If the function is realized in the form of SFU software functional unit and is independent product sale or in use, can be with
It is stored in a computer read/write memory medium.Based on such understanding, technical scheme of the present invention is substantially in other words
The part contribute to the prior art or the part of the technical solution can be embodied in the form of software product, the meter
Calculation machine software product is stored in a storage medium, is used including some instructions so that a computer equipment (can be
People's computer, server or network equipment etc.) perform all or part of the steps of the method according to each embodiment of the present invention.
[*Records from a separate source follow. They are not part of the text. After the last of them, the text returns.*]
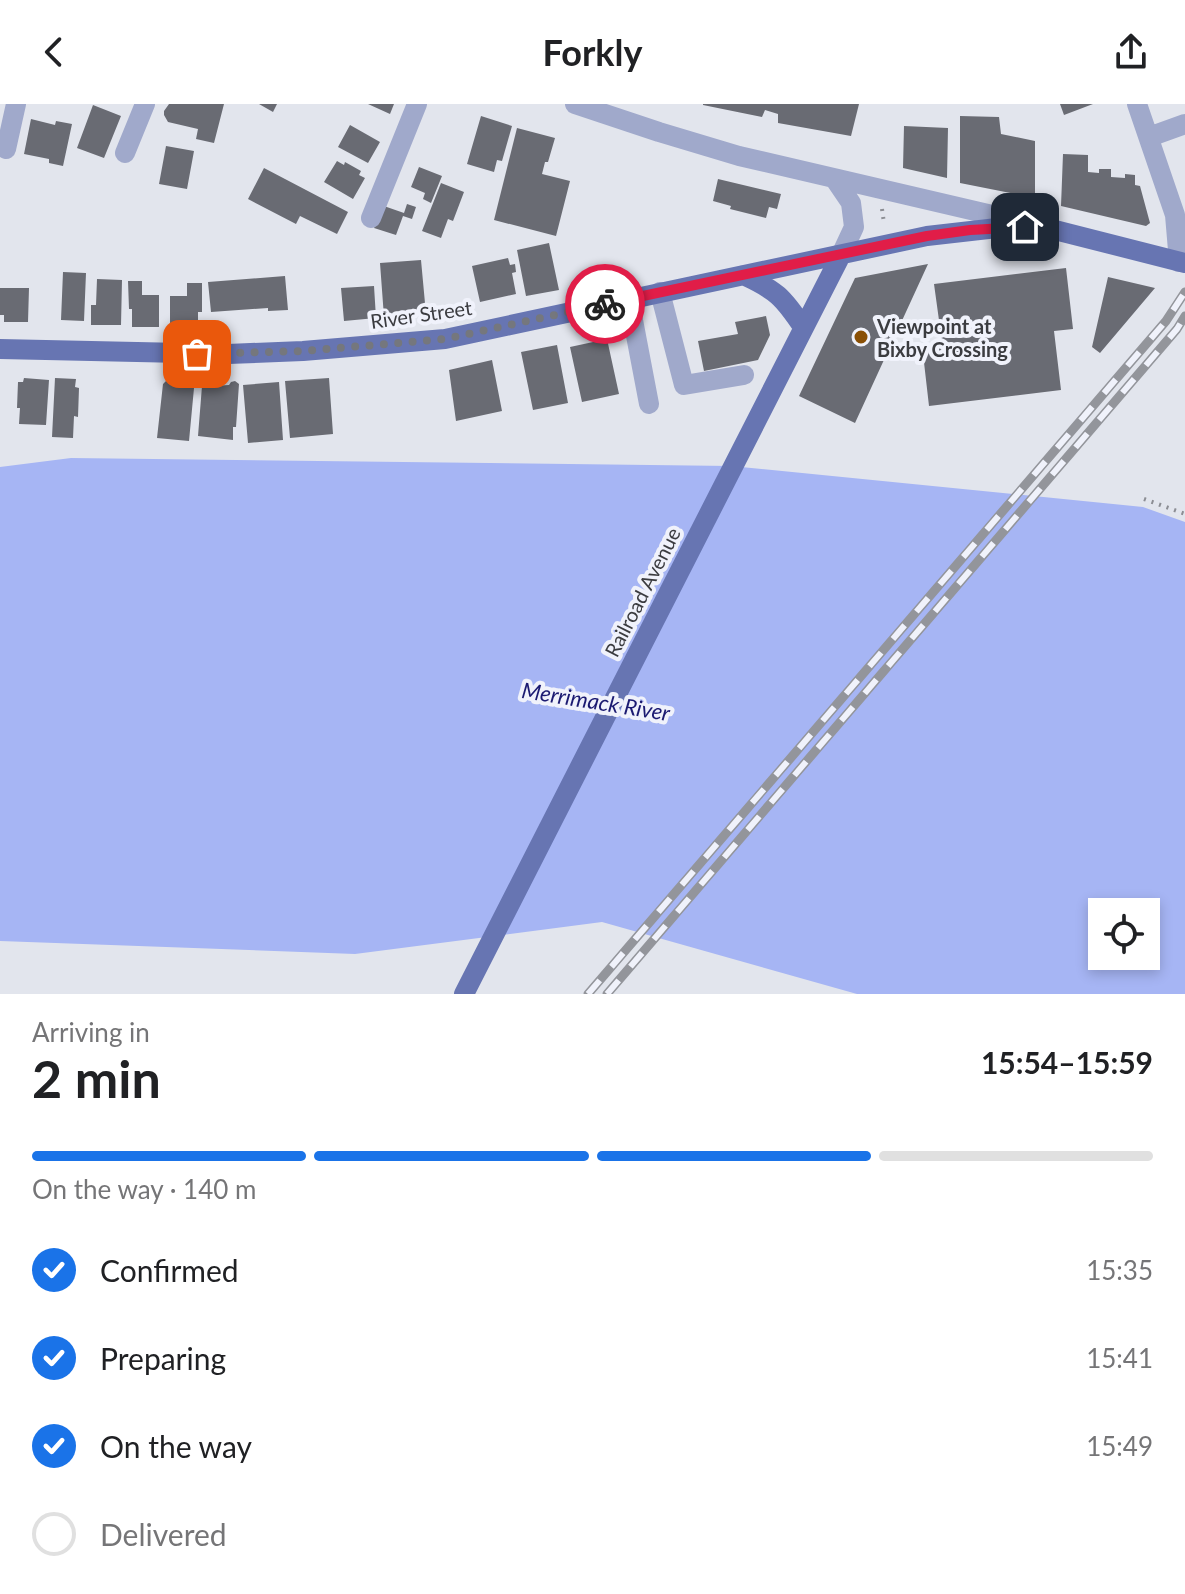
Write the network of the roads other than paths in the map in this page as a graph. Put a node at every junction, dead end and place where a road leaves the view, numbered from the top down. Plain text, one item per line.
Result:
1 (16, 104) edge
2 (145, 104) edge
3 (417, 104) edge
4 (575, 104) edge
5 (1137, 104) edge
6 (1185, 124) edge
7 (1149, 137) junction
8 (6, 149) dead end
9 (125, 153) dead end
10 (834, 178) junction
11 (371, 218) dead end
12 (1043, 227) junction
13 (841, 255) junction
14 (1182, 262) edge
15 (743, 275) junction
16 (660, 292) junction
17 (629, 299) junction
18 (802, 329) junction
19 (674, 345) junction
20 (0, 349) edge
21 (639, 350) junction
22 (744, 375) dead end
23 (649, 404) dead end
24 (464, 994) edge

1 - 8 street
2 - 9 street
3 - 11 street
4 - 10 street
5 - 7 street
6 - 7 street
7 - 14 street
10 - 12 street
10 - 13 street
12 - 13 main road, River Street
12 - 14 main road, River Street
13 - 15 main road, River Street
13 - 18 main road, Railroad Avenue
15 - 16 main road, River Street
15 - 18 main road
16 - 17 main road, River Street
16 - 19 street
17 - 20 main road, River Street
17 - 21 street
18 - 24 main road, Railroad Avenue
19 - 21 street
19 - 22 street
21 - 23 street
And aforementioned storage medium includes:USB flash disk, mobile hard disk, read-only memory (English full name:Read-only memory, English letter
Claim:ROM), random access memory (English full name:Random access memory, English abbreviation:RAM), magnetic disc or light
The various media that can store program code such as disk.
The above description is merely a specific embodiment, but protection scope of the present invention is not limited thereto, any
Those familiar with the art in the technical scope disclosed by the present invention, can readily occur in change or replacement, should all contain
Lid is within protection scope of the present invention.Therefore, protection scope of the present invention should be based on the protection scope of the described claims.